§ EXERCISE INSTRUCTIONS
Extract each line holding the word "halo" from the entries.

┄┄┄┄┄┄

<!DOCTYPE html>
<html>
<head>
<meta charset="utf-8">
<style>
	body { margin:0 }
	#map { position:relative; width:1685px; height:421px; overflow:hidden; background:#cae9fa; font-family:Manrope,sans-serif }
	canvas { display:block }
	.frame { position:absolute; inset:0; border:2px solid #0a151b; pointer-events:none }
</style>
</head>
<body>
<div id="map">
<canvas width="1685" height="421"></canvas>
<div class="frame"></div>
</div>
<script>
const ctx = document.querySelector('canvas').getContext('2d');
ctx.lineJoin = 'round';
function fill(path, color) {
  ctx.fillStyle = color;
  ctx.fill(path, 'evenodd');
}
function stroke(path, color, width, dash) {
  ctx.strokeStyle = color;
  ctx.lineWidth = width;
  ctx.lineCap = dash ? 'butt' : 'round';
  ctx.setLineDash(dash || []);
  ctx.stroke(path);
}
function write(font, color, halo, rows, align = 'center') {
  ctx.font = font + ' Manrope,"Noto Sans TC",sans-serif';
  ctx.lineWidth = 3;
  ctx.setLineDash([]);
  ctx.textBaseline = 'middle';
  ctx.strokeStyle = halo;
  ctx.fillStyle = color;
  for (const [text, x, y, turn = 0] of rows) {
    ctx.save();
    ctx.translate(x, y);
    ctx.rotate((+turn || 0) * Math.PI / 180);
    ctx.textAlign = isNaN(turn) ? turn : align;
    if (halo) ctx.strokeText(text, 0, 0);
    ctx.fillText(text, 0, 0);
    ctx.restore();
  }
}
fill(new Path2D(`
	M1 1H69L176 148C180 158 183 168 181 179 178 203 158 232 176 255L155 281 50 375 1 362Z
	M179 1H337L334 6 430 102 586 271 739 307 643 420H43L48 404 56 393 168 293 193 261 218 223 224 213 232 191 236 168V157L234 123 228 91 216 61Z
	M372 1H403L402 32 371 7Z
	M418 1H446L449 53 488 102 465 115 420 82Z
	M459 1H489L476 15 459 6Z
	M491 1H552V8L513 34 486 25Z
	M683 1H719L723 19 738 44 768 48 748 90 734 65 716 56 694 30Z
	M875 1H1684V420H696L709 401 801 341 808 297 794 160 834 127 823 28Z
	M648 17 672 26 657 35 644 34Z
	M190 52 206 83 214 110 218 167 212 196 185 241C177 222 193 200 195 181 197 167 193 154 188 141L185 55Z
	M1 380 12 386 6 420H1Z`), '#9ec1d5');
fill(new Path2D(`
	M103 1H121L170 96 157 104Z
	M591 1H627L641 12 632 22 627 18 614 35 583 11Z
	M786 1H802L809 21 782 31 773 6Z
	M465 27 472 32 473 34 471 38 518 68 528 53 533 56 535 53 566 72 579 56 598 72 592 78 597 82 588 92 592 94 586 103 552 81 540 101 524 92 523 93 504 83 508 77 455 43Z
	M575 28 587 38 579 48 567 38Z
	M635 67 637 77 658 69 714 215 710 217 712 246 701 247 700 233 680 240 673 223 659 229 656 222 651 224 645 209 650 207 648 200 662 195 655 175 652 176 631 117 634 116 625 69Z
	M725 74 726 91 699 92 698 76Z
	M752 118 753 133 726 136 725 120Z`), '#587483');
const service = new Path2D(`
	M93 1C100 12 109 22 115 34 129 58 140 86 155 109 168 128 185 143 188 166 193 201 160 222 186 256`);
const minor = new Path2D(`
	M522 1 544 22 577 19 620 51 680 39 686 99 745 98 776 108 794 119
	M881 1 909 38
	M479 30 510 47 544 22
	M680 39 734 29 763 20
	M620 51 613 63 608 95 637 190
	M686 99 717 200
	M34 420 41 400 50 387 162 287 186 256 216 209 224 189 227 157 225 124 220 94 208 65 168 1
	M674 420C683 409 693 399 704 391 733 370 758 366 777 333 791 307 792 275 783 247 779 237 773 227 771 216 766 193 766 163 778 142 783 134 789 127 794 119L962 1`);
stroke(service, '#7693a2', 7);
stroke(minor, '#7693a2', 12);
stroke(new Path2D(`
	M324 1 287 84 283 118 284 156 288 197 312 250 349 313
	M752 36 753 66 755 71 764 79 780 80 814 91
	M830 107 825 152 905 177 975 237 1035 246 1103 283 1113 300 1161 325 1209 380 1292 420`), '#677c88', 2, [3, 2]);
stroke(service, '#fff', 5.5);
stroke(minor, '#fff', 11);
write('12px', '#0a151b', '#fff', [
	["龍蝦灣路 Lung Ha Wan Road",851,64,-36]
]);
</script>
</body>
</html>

┄┄┄┄┄┄

§ ANSWER TO THIS PROBLEM
function write(font, color, halo, rows, align = 'center') {
  ctx.strokeStyle = halo;
    if (halo) ctx.strokeText(text, 0, 0);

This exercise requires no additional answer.